Bu soruyu Genel Yayın Müdürüm Erdal Şafak'a sormak istiyorum artık..
"Bu gazeteyi okunmak mı, bakılmak için mi yapıyoruz!."
Sakın "Tabii okunmak" deme müdürüm.. Öyle diyorsan, dünkü Sabah'ın Günaydın ekini al. Arka kapaktaki Ayşe Özyılmazel'in "Bu kez çemberin dışına çıkalım" başlıklı yazısını okumaya çalış bakalım.. Senin eline en son baskı geliyorsa bilmem. Ama benim Etiler'de eve gelen gazetemde, "Dişi" yazılmış o yazıyı okumak imkansızdı. Çünkü renkler ayarsızdı ve kaymıştı.
Yahu bu ne ayıptır?. Sayfaları gazeteciler değil, ressamlar çizmeye başlayalı böyle oldu..
"Şuraya bir leke lazım.."
Fotoğraf koyamıyorsan, bas dişi yazıyı.. "Sayfa tablo olsun, ama kimse okumasın ne gam.. Zaten okunacak yazı mı var" demek değil de nedir bu, Erdal Müdürüm..

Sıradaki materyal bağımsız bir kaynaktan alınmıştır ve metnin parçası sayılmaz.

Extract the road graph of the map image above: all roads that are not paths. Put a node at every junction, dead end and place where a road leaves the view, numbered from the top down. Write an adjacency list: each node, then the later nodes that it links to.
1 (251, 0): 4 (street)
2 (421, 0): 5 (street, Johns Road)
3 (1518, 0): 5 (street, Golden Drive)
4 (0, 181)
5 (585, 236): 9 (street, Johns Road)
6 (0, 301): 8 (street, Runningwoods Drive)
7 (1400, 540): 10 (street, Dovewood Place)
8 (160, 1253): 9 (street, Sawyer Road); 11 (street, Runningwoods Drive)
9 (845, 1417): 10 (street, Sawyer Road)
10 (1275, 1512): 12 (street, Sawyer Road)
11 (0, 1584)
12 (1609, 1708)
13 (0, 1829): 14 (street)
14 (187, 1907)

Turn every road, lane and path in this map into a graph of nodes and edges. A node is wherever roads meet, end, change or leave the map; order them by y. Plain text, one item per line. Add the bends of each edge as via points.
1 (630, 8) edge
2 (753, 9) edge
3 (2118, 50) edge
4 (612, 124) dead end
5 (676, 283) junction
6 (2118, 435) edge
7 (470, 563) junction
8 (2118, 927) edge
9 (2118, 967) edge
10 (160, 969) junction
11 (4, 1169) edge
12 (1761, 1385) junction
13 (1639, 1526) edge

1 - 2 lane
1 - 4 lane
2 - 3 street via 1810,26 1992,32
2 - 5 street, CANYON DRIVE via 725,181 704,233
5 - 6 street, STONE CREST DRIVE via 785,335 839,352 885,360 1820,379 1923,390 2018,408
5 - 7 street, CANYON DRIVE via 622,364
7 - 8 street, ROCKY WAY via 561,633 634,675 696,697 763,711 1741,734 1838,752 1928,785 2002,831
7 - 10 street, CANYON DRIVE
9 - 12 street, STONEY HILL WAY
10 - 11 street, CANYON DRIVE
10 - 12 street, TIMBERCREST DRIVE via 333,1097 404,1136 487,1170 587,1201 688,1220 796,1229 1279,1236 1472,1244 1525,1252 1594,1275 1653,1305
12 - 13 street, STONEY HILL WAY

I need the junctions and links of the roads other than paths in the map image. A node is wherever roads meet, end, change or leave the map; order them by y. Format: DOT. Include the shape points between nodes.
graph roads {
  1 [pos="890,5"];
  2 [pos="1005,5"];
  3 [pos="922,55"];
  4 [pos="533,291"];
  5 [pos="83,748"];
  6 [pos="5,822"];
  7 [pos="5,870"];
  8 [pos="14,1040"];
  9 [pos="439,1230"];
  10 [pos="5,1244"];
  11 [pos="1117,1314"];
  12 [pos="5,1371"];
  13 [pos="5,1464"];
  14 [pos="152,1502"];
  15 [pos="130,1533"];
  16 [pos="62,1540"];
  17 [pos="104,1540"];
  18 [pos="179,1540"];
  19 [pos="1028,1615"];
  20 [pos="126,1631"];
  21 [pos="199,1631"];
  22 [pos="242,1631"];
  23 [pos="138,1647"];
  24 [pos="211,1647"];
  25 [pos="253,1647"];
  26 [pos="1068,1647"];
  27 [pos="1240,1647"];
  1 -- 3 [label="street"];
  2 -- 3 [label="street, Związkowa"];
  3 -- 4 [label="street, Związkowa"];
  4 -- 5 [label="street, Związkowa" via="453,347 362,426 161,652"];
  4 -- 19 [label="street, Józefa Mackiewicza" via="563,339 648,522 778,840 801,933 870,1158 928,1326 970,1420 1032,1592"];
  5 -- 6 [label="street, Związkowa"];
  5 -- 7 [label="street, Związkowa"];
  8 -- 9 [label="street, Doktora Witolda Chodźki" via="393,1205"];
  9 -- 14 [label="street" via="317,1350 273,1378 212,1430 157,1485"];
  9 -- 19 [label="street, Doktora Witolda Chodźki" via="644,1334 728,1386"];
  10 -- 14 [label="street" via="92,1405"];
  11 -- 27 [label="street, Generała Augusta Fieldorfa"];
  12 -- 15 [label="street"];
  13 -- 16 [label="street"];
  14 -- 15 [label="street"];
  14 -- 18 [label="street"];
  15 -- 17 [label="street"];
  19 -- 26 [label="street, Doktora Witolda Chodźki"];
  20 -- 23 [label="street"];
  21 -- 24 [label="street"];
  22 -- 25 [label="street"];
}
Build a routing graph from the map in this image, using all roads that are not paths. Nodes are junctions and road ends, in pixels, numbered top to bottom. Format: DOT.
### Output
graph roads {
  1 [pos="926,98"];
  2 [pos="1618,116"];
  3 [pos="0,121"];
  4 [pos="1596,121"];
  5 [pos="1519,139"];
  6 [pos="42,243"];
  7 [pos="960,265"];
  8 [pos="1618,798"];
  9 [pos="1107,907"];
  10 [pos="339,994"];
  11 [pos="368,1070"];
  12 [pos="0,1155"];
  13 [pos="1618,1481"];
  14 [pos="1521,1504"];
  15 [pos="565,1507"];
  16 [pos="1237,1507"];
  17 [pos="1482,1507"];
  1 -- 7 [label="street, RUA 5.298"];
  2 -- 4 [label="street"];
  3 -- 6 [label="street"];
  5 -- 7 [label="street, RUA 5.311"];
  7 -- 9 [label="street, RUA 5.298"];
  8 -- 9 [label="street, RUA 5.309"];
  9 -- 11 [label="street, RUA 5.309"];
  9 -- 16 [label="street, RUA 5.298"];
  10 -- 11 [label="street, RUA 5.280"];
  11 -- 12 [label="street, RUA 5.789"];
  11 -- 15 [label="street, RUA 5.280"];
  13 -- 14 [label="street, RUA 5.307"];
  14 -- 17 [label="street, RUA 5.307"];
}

Sadece bizim değil.. Her gazete böyle. En rezili de HaberTurk.. Başta Fatih Altaylı pek çok yazarın, pek çok yazısını bu "Dişi" merakı yüzünden okuyamıyorum.. Yahu köşe yazısı.. Yahu fikir yazısı.. O yazı, süse kurban edilir mi?.
Marifet, süs koymadan güzel yapmak, yapabilmek sayfayı..
Ne der, Şövalye Cyrano de Bergerac?.
"Elbisem gösterişsiz olunca
Süsüm tamam olur!."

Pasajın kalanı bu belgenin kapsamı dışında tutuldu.